Kimi K2 QuickStart

How to get the most out of models like Kimi K2.

Kimi K2 is a state-of-the-art mixture-of-experts (MoE) language model developed by Moonshot AI. It's a 1 trillion total parameter model (32B activated) that is currently the best non-reasoning open source model out there.

It was trained on 15.5 trillion tokens, supports a 128k context window, and excels in agentic tasks, coding, reasoning, and tool use.
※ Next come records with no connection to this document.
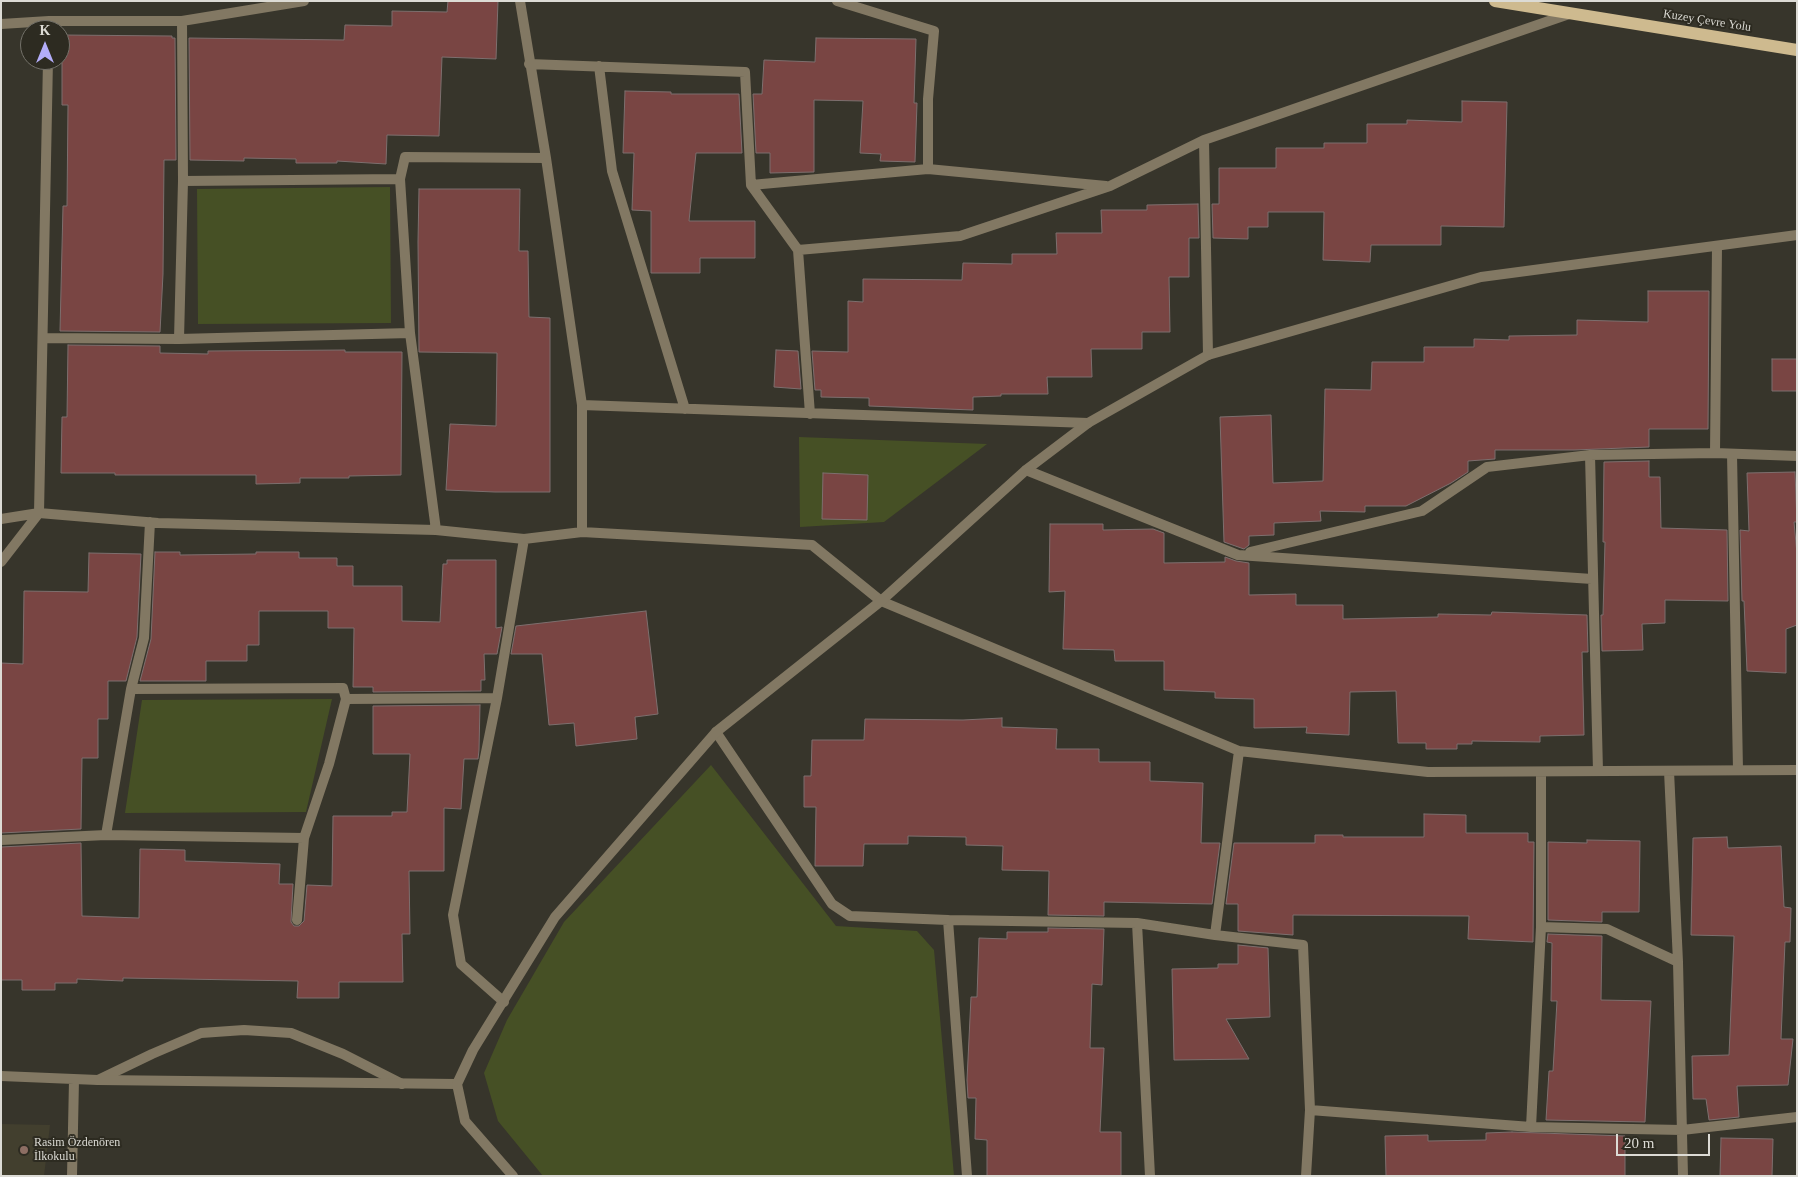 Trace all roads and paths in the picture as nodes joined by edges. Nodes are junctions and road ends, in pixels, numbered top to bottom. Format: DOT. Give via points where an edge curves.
graph roads {
  1 [pos="304,1"];
  2 [pos="520,1"];
  3 [pos="837,1"];
  4 [pos="1495,1"];
  5 [pos="1573,13"];
  6 [pos="182,22"];
  7 [pos="1,24"];
  8 [pos="20,25"];
  9 [pos="70,25"];
  10 [pos="1797,50"];
  11 [pos="530,64"];
  12 [pos="599,66"];
  13 [pos="48,70"];
  14 [pos="1204,140"];
  15 [pos="546,158"];
  16 [pos="928,169"];
  17 [pos="400,178"];
  18 [pos="183,181"];
  19 [pos="751,185"];
  20 [pos="1110,186"];
  21 [pos="1797,236"];
  22 [pos="1717,246"];
  23 [pos="798,250"];
  24 [pos="410,333"];
  25 [pos="43,338"];
  26 [pos="179,339"];
  27 [pos="1208,355"];
  28 [pos="582,405"];
  29 [pos="685,409"];
  30 [pos="810,414"];
  31 [pos="1088,423"];
  32 [pos="1715,453"];
  33 [pos="1732,454"];
  34 [pos="1590,455"];
  35 [pos="1797,456"];
  36 [pos="1026,470"];
  37 [pos="39,513"];
  38 [pos="1,519"];
  39 [pos="150,522"];
  40 [pos="436,530"];
  41 [pos="582,532"];
  42 [pos="524,539"];
  43 [pos="1238,555"];
  44 [pos="1,562"];
  45 [pos="1592,579"];
  46 [pos="881,601"];
  47 [pos="131,690"];
  48 [pos="497,698"];
  49 [pos="346,699"];
  50 [pos="716,732"];
  51 [pos="1239,751"];
  52 [pos="1738,770"];
  53 [pos="1797,770"];
  54 [pos="1598,771"];
  55 [pos="1669,771"];
  56 [pos="1541,772"];
  57 [pos="106,835"];
  58 [pos="304,838"];
  59 [pos="1,840"];
  60 [pos="296,920"];
  61 [pos="948,920"];
  62 [pos="1137,923"];
  63 [pos="1541,927"];
  64 [pos="1216,935"];
  65 [pos="1678,962"];
  66 [pos="504,1002"];
  67 [pos="1,1076"];
  68 [pos="74,1080"];
  69 [pos="98,1080"];
  70 [pos="402,1084"];
  71 [pos="457,1084"];
  72 [pos="1310,1110"];
  73 [pos="1797,1117"];
  74 [pos="1531,1127"];
  75 [pos="1682,1130"];
  76 [pos="72,1176"];
  77 [pos="513,1176"];
  78 [pos="967,1176"];
  79 [pos="1150,1176"];
  80 [pos="1306,1176"];
  81 [pos="1683,1176"];
  1 -- 6 [label="street"];
  2 -- 11 [label="street"];
  3 -- 16 [label="street" via="934,31 928,99"];
  4 -- 5 [label="main road, Kuzey Çevre Yolu"];
  5 -- 10 [label="main road, Kuzey Çevre Yolu"];
  5 -- 14 [label="street"];
  6 -- 9 [label="street"];
  6 -- 18 [label="street"];
  7 -- 8 [label="street"];
  11 -- 12 [label="street"];
  11 -- 15 [label="street"];
  12 -- 19 [label="street" via="745,72"];
  12 -- 29 [label="street" via="612,171"];
  13 -- 25 [label="street"];
  14 -- 20 [label="street"];
  14 -- 27 [label="street"];
  15 -- 17 [label="street" via="405,157"];
  15 -- 28 [label="street"];
  16 -- 19 [label="street"];
  16 -- 20 [label="street"];
  17 -- 18 [label="street"];
  17 -- 24 [label="street"];
  18 -- 26 [label="street"];
  19 -- 23 [label="street"];
  20 -- 23 [label="street" via="960,236"];
  21 -- 22 [label="street"];
  22 -- 27 [label="street" via="1481,277"];
  22 -- 32 [label="street"];
  23 -- 30 [label="street"];
  24 -- 26 [label="street"];
  24 -- 40 [label="street"];
  25 -- 26 [label="street"];
  25 -- 37 [label="street"];
  27 -- 31 [label="street"];
  28 -- 29 [label="street"];
  28 -- 41 [label="street"];
  29 -- 30 [label="street"];
  30 -- 31 [label="street"];
  31 -- 36 [label="street"];
  32 -- 33 [label="street"];
  32 -- 34 [label="street"];
  33 -- 35 [label="street"];
  33 -- 52 [label="street"];
  34 -- 43 [label="street" via="1487,467 1422,511"];
  34 -- 45 [label="street"];
  36 -- 43 [label="street"];
  36 -- 46 [label="street"];
  37 -- 38 [label="street"];
  37 -- 39 [label="street"];
  37 -- 44 [label="street"];
  39 -- 40 [label="street"];
  39 -- 47 [label="street" via="144,638"];
  40 -- 42 [label="street"];
  41 -- 42 [label="street"];
  41 -- 46 [label="street" via="812,545"];
  42 -- 48 [label="street"];
  43 -- 45 [label="street"];
  45 -- 54 [label="street"];
  46 -- 50 [label="street"];
  46 -- 51 [label="street"];
  47 -- 49 [label="street" via="343,688"];
  47 -- 57 [label="street"];
  48 -- 49 [label="street"];
  48 -- 66 [label="street" via="453,915 461,964"];
  49 -- 58 [label="street" via="329,764"];
  50 -- 61 [label="street" via="832,904 850,916"];
  50 -- 66 [label="street" via="555,917"];
  51 -- 56 [label="street" via="1428,772"];
  51 -- 64 [label="street"];
  52 -- 53 [label="street"];
  52 -- 55 [label="street"];
  54 -- 55 [label="street"];
  54 -- 56 [label="street"];
  55 -- 65 [label="street"];
  56 -- 63 [label="street"];
  57 -- 58 [label="street"];
  57 -- 59 [label="street"];
  58 -- 60 [label="street"];
  61 -- 62 [label="street"];
  61 -- 78 [label="street"];
  62 -- 64 [label="street"];
  62 -- 79 [label="street"];
  63 -- 65 [label="street" via="1607,929"];
  63 -- 74 [label="street"];
  64 -- 72 [label="street" via="1303,945"];
  65 -- 75 [label="street"];
  66 -- 71 [label="street"];
  67 -- 68 [label="street"];
  68 -- 69 [label="street"];
  68 -- 76 [label="street"];
  69 -- 70 [label="street"];
  69 -- 70 [label="street" via="201,1033 244,1030 291,1033 343,1054"];
  70 -- 71 [label="street"];
  71 -- 77 [label="street" via="465,1120"];
  72 -- 74 [label="street"];
  72 -- 80 [label="street"];
  73 -- 75 [label="street"];
  74 -- 75 [label="street"];
  75 -- 81 [label="street"];
}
Even though it's a 1T model, at inference time, the fact that only 32 B parameters are active gives it near‑frontier quality at a fraction of the compute of dense peers.

In this quick guide, we'll go over the main use cases for Kimi K2, how to get started with it, when to use it, and prompting tips for getting the most out of this incredible model.

How to use Kimi K2

Get started with this model in 10 lines of code! The model ID is moonshotai/Kimi-K2-Instruct and the pricing is $1 for input tokens and $3 for output tokens.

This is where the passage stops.